The Yahoo-Tumblr Deal is an Act of Desperation
While the Yahoo-Tumblr deal is a long shot, there’s little debate that Yahoo needed to do something dramatic.
Lately, growth for Yahoo has proved elusive; in recent years revenue has stagnated around the $5 billion mark.
And the company’s Websites have not adapted well to the mobile world of smartphones and tablets, which is how more and more people access the Internet these days.
Yahoo is betting that Tumblr, which it hopes to further monetize with targeted advertising, will add to revenue as well as expand its footprint in social media.
“[Yahoo’s] fundamentals have been subpar for numerous years, in part because of the company’s missing presence in Social and Mobile. Tumblr may help [Yahoo] develop that presence,” RBC Capital Markets analyst Mark Mahaney said in a note.
Why the Yahoo-Tumblr Deal Could End in Tears
But while the Yahoo-Tumblr deal may look like a good move to Yahoo executives now, high-dollar tech mergers have a funny way of going spectacularly sour.
That tragic list includes Hewlett-Packard Company’s (NYSE: HPQ) acquisition of Palm for $1.2 billion in 2010 in the hope of using its WebOS in mobile devices. But a year later HP pulled all its WebOS products, and in February sold off its remnant to LG Electronics.

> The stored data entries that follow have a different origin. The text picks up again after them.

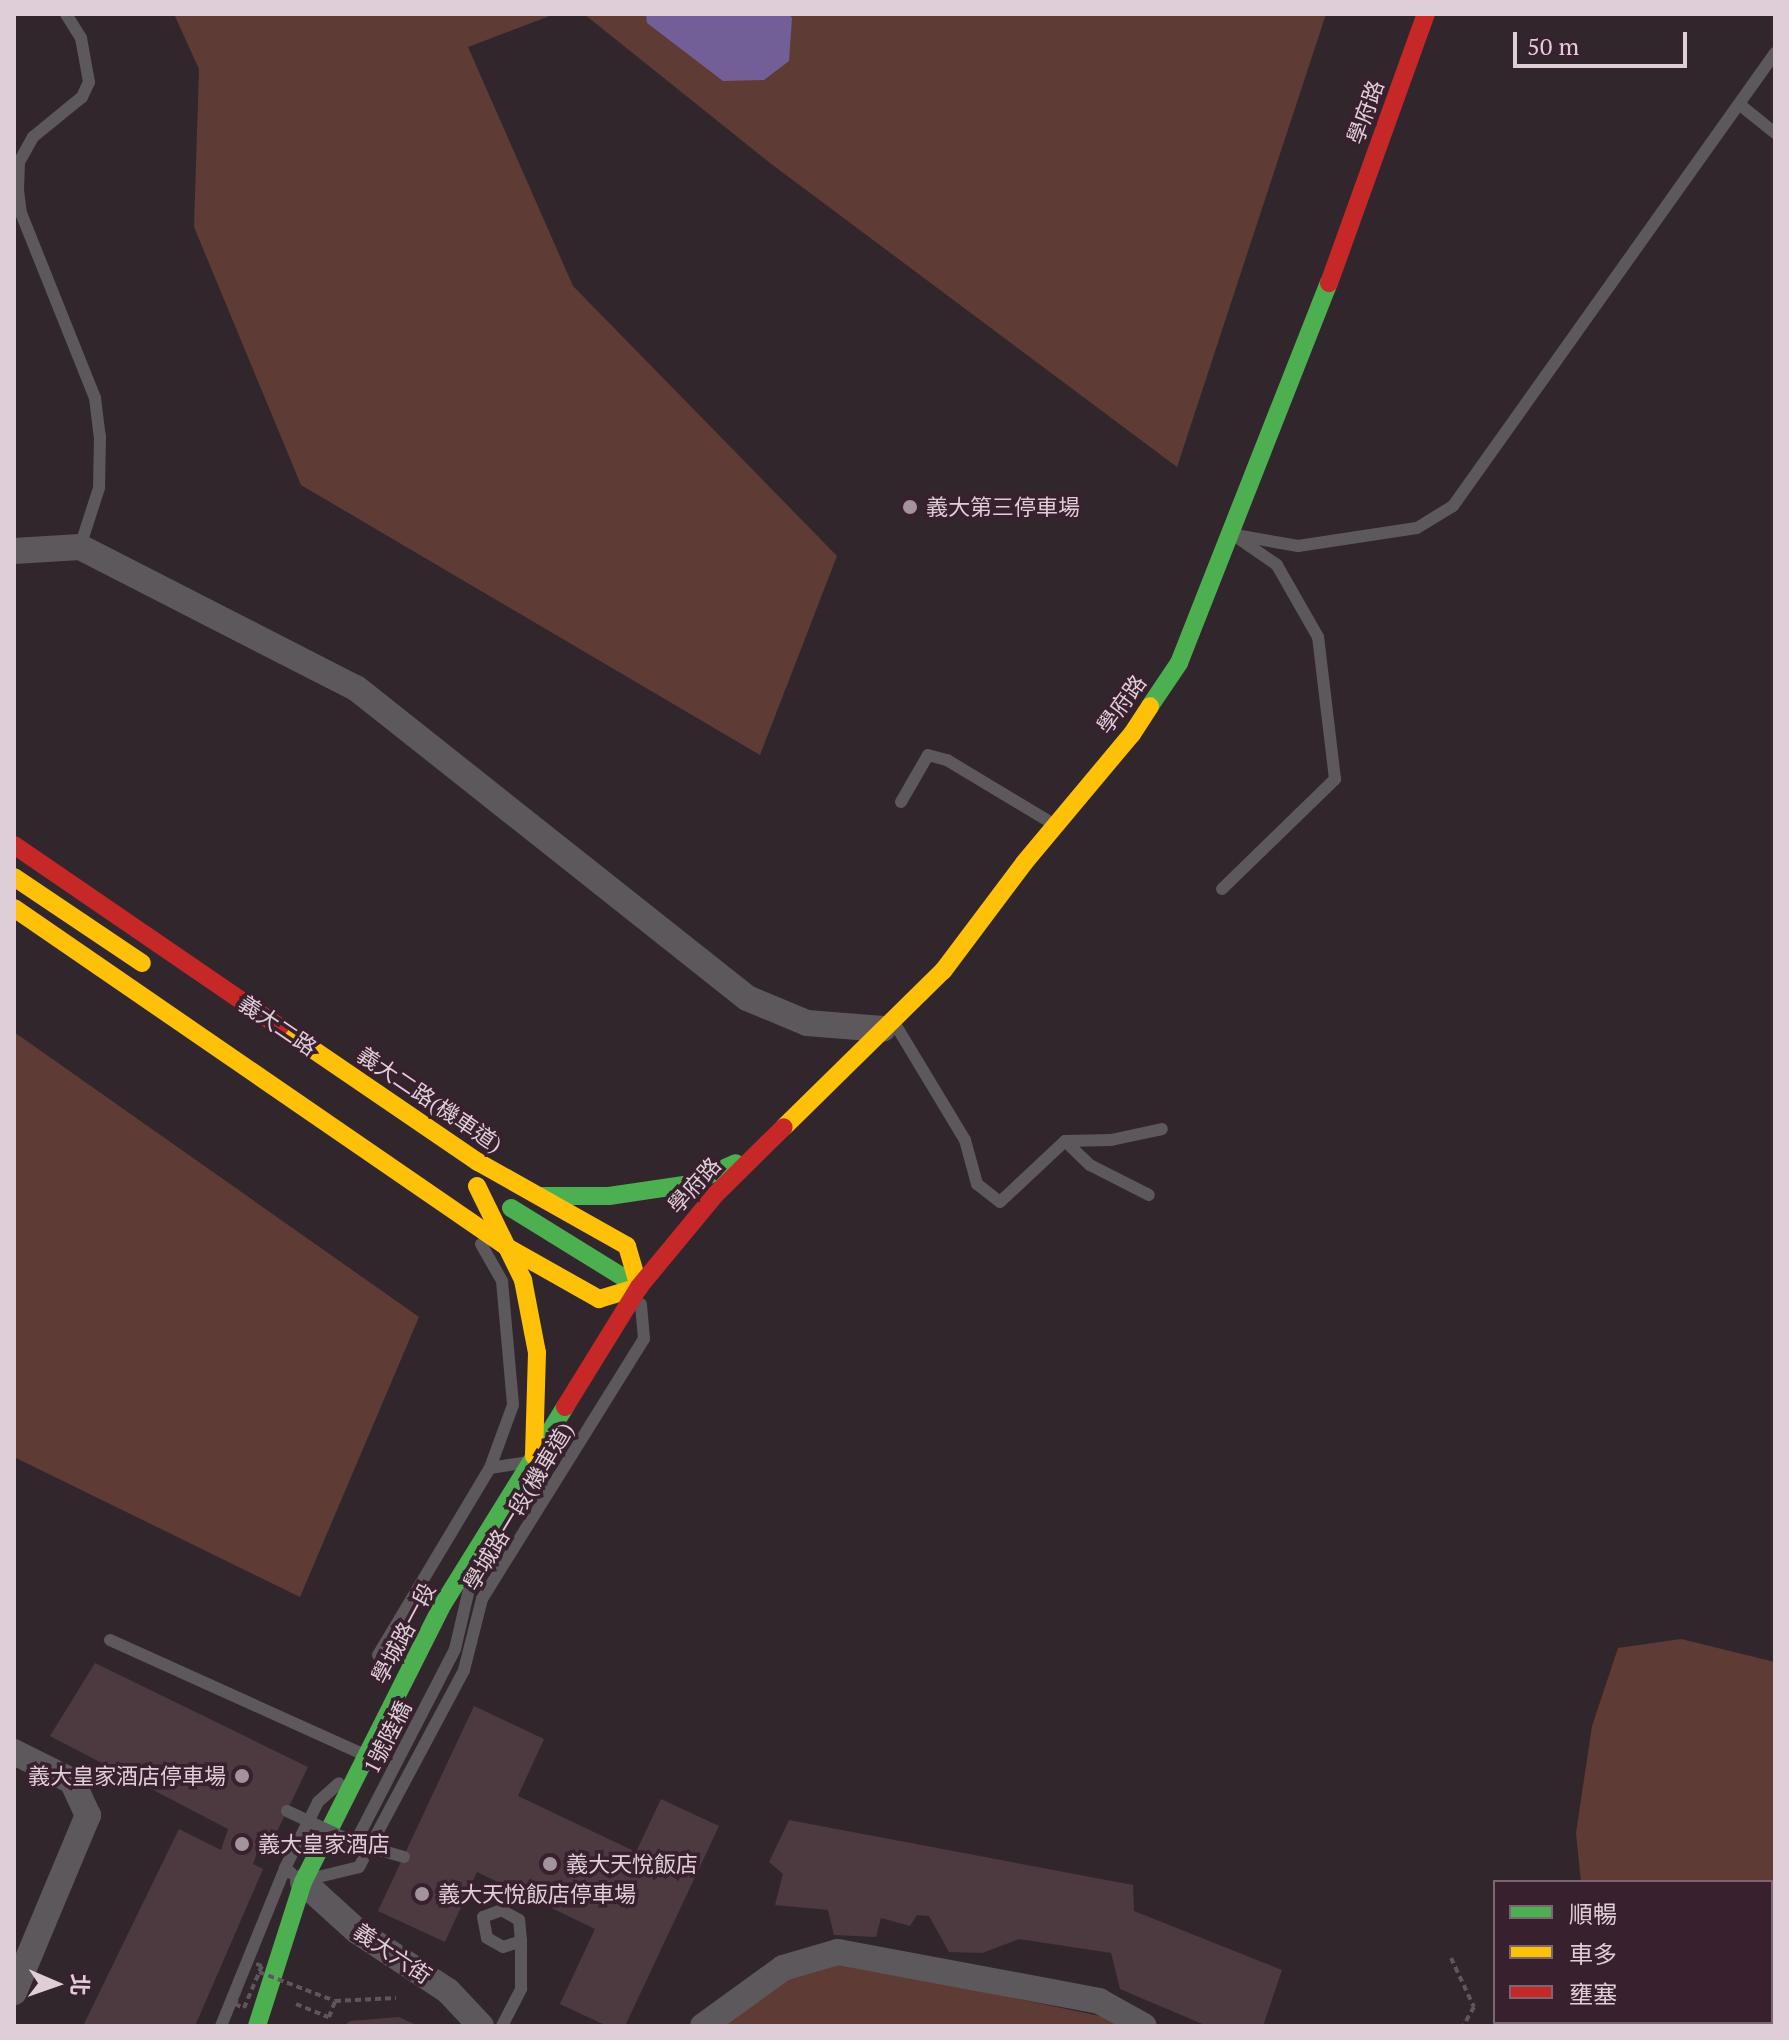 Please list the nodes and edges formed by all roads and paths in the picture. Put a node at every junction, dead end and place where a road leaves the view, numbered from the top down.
1 (66, 14) edge
2 (1426, 14) edge
3 (1775, 53) edge
4 (1739, 104) junction
5 (1775, 133) edge
6 (1232, 534) junction
7 (80, 547) junction
8 (14, 551) edge
9 (901, 802) dead end
10 (1055, 825) junction
11 (14, 845) edge
12 (14, 877) edge
13 (1222, 889) dead end
14 (14, 908) edge
15 (159, 974) dead end
16 (888, 1025) junction
17 (1162, 1129) dead end
18 (1065, 1141) junction
19 (755, 1155) junction
20 (470, 1182) junction
21 (1149, 1195) dead end
22 (537, 1196) junction
23 (466, 1217) junction
24 (507, 1247) junction
25 (639, 1287) junction
26 (534, 1462) junction
27 (490, 1468) junction
28 (479, 1547) junction
29 (110, 1640) dead end
30 (378, 1655) dead end
31 (14, 1752) edge
32 (366, 1756) junction
33 (287, 1811) dead end
34 (355, 1843) junction
35 (404, 1857) dead end
36 (294, 1875) junction
37 (521, 1941) dead end
38 (1451, 1958) dead end
39 (247, 1960) junction
40 (252, 1979) junction
41 (14, 1992) edge
42 (396, 1998) dead end
43 (335, 2001) junction
44 (289, 2002) dead end
45 (221, 2026) edge
46 (257, 2026) edge
47 (481, 2026) edge
48 (502, 2026) edge
49 (703, 2026) edge
50 (1144, 2026) edge
51 (1463, 2026) edge

1 - 7 lane
2 - 6 street, 學府路
3 - 4 lane
4 - 5 lane
4 - 6 lane
6 - 10 street, 學府路
6 - 13 lane
7 - 8 street
7 - 16 street
9 - 10 lane
10 - 16 street, 學府路
11 - 22 street, 義大二路(機車道)
12 - 15 street
14 - 23 street
16 - 18 lane
16 - 19 street, 學府路
17 - 18 lane
18 - 21 lane
19 - 22 street
19 - 25 street, 學府路
20 - 22 street
20 - 24 street
20 - 25 street
22 - 25 street, 義大二路(機車道)
23 - 24 street
23 - 27 lane
24 - 25 street
24 - 26 street
25 - 26 street, 學城路一段
25 - 36 lane, 學城路一段(機車道)
26 - 27 lane, 學城路一段(機車道)
26 - 28 street, 學城路一段
27 - 30 lane, 學城路一段(機車道)
28 - 32 street, 學城路一段
28 - 34 lane, 1號陸橋
29 - 32 lane
31 - 41 street
32 - 36 street, 學城路一段
33 - 34 lane, bridge
34 - 35 lane, bridge
36 - 39 lane
36 - 40 lane
36 - 46 street, 學城路一段
36 - 47 street, 義大六街
37 - 48 lane
38 - 51 path
39 - 40 path, bridge
39 - 45 lane
40 - 40 path, bridge
40 - 43 path, bridge
42 - 43 path
43 - 44 path
49 - 50 street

Microsoft Corp. (Nasdaq: MSFT) has made many questionable acquisitions, but one of the worst was its purchase of display advertising company aQuantive in 2007 for $6.3 billion. The hoped-for synergy never worked out, and last year Microsoft was forced to take a $6.2 billion write-down on the deal.
And Yahoo itself is already on the list multiple times, most notably for its acquisition of web-hosting company Geocities in 1999 for $3.57 billion. Yahoo implemented policy changes that disenchanted users, who departed en masse over the next decade. Yahoo shut Geocities down in the U.S. in 2009.
When a tech deal is a good one, it’s immediately obvious to everyone. Two that come to mind are Google Inc.’s (Nasdaq: GOOG) acquisition of YouTube in 2006 and Ebay Inc.’s (Nasdaq: EBAY) purchase of PayPal in 2002.
But most tech deals with obvious flaws from the start end as failures.
And this Yahoo-Tumblr deal has more than its share of landmines.
For one thing, monetizing Tumblr will mean a lot more advertising on the site, which risks alienating users, most of whom are young and anti-establishment. Yahoo will probably need to sweeten the pot by offering to share ad revenue with Tumblr users, much like Google does with YouTube videos.
Yahoo’s reputation for ruining many of the companies it acquires such as photo-sharing site Flickr is already making Tumblr users nervous.
More troubling is that much of the material on Tumblr is racially offensive and sexually oriented – not exactly the sort of content that appeals to most advertisers.
And even if the Tumblr business does manage to grow revenue, Yahoo still has to find a way to integrate it with the rest of its business, which is the only way this gamble pays off.
“Yahoo is not likely to see a revenue impact from Tumblr in 2013 or 2014,” RBC’s Mahaney wrote. “That makes this a long-shot/long-term investment, the ROI on which won’t be clear for several years.”